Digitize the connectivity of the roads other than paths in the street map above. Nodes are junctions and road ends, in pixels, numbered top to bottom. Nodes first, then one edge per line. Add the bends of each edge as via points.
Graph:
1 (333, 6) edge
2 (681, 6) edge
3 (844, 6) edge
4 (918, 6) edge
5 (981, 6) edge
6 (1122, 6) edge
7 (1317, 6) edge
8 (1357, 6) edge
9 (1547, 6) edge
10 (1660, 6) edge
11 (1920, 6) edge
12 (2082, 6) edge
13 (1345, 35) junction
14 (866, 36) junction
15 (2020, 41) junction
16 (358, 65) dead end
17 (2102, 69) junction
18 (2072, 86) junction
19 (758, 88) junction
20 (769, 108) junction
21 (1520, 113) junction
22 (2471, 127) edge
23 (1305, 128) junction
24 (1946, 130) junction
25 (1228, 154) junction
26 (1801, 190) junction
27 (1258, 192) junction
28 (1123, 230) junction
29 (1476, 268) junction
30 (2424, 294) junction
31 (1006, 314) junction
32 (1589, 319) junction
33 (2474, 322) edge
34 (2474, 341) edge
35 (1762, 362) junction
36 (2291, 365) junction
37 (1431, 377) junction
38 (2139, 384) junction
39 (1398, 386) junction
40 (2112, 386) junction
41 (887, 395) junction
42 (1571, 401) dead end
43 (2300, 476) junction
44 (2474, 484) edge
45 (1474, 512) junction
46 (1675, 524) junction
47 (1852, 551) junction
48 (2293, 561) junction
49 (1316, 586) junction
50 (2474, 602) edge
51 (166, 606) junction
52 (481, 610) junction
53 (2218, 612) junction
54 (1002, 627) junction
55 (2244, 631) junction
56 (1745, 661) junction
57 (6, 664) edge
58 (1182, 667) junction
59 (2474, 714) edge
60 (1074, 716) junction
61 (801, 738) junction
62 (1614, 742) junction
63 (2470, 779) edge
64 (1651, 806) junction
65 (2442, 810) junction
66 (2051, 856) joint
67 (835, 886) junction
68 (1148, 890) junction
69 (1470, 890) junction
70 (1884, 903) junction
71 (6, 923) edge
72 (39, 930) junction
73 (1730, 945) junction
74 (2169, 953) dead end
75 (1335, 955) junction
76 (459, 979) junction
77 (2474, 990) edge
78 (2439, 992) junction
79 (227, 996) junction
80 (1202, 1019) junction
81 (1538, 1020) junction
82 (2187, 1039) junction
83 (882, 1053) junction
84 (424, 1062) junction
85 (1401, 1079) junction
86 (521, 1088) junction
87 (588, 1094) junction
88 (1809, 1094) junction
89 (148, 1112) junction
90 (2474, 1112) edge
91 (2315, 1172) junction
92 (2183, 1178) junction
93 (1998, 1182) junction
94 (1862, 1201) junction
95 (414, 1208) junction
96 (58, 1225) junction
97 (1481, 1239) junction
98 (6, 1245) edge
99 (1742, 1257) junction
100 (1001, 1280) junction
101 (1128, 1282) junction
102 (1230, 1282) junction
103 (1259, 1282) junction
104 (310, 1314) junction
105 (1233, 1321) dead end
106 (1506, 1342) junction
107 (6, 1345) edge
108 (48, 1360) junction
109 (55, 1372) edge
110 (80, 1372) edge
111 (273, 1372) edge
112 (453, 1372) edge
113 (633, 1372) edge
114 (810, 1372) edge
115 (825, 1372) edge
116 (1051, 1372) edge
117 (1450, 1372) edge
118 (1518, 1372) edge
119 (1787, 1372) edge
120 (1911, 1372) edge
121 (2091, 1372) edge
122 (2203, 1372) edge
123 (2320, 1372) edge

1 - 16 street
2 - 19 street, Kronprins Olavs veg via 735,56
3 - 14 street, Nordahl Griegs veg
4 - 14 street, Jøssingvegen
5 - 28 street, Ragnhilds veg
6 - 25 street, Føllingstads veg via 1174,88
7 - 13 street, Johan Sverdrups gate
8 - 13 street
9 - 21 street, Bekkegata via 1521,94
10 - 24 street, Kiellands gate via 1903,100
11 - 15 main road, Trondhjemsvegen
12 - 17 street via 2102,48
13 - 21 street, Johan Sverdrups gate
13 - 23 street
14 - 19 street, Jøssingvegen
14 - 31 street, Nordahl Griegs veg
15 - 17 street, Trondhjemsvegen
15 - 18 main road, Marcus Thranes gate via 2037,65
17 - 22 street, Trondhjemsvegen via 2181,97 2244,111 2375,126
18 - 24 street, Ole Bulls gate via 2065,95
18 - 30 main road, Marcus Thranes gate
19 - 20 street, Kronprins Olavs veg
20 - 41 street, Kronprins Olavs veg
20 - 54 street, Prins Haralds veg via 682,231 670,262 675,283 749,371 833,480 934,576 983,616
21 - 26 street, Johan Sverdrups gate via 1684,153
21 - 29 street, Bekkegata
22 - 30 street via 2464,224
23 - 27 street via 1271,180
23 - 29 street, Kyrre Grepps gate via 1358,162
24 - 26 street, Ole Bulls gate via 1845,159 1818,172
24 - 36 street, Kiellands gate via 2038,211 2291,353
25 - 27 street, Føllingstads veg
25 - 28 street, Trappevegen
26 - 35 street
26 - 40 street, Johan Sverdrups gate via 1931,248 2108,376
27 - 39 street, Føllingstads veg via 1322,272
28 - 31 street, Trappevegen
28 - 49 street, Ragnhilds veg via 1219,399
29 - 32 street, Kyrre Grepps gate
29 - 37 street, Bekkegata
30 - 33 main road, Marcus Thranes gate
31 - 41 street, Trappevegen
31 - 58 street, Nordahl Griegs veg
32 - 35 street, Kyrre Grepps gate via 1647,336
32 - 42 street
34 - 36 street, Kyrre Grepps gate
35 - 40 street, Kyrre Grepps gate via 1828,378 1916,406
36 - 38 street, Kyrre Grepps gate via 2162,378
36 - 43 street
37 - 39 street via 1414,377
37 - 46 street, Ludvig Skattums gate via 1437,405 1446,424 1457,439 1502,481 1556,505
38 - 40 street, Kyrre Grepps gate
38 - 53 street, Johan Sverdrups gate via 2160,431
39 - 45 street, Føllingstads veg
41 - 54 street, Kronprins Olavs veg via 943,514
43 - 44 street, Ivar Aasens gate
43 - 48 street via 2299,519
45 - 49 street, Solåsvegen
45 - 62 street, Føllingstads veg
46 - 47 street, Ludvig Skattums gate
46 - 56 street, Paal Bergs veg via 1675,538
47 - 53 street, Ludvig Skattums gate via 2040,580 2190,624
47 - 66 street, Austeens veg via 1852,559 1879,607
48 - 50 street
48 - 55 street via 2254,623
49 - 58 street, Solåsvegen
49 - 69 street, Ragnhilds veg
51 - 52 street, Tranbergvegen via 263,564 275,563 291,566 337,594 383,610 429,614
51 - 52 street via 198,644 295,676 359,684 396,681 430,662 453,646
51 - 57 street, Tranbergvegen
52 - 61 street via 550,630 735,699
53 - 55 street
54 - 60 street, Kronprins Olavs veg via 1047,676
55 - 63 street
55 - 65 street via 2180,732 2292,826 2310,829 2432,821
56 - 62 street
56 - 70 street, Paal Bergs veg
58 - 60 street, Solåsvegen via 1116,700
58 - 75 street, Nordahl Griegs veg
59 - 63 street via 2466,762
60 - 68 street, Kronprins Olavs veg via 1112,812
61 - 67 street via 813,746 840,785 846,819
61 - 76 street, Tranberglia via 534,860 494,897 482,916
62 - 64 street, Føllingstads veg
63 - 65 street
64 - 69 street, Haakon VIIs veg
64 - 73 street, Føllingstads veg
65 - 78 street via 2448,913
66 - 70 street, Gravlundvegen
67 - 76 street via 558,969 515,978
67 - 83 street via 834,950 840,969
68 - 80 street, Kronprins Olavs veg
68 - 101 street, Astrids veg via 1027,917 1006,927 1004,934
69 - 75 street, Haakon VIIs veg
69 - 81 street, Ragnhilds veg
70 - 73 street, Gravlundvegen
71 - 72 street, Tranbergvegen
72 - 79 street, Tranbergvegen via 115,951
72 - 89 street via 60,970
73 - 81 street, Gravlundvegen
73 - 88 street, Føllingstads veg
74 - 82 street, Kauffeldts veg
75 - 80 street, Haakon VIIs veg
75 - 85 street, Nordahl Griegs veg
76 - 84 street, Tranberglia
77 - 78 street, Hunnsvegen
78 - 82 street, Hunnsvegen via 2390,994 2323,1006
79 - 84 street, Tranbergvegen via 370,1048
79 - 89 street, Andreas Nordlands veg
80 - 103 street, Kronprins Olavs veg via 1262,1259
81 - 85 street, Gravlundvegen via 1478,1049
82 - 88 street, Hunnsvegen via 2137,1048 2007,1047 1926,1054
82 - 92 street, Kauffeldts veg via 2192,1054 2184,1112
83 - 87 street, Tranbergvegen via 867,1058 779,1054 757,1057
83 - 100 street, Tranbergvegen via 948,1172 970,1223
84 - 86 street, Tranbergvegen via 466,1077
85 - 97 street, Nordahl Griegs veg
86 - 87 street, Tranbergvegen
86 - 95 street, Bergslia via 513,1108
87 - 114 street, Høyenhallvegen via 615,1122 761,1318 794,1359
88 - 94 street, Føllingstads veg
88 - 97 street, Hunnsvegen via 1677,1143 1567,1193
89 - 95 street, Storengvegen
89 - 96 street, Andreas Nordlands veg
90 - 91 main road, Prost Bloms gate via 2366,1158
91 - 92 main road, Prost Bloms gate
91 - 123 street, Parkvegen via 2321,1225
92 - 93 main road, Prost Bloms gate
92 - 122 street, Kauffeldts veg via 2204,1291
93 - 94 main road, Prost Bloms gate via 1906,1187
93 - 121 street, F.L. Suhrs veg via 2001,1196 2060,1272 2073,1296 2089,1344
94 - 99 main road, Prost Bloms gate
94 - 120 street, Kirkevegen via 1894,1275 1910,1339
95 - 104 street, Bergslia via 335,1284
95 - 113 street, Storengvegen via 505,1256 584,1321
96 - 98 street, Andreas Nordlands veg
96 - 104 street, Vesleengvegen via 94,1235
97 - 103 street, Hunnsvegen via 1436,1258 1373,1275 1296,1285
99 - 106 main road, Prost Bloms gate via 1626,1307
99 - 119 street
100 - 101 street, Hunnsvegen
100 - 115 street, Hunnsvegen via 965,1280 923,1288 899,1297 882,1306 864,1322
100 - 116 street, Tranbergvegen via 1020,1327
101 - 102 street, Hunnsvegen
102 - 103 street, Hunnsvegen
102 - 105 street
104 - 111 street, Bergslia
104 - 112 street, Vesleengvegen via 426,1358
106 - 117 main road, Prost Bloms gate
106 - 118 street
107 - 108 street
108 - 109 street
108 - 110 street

— ACTION ITEM —
What lines of the listing above hold "Jøssingvegen"? Copy all of them.

— RESULT BELOW —
4 - 14 street, Jøssingvegen
14 - 19 street, Jøssingvegen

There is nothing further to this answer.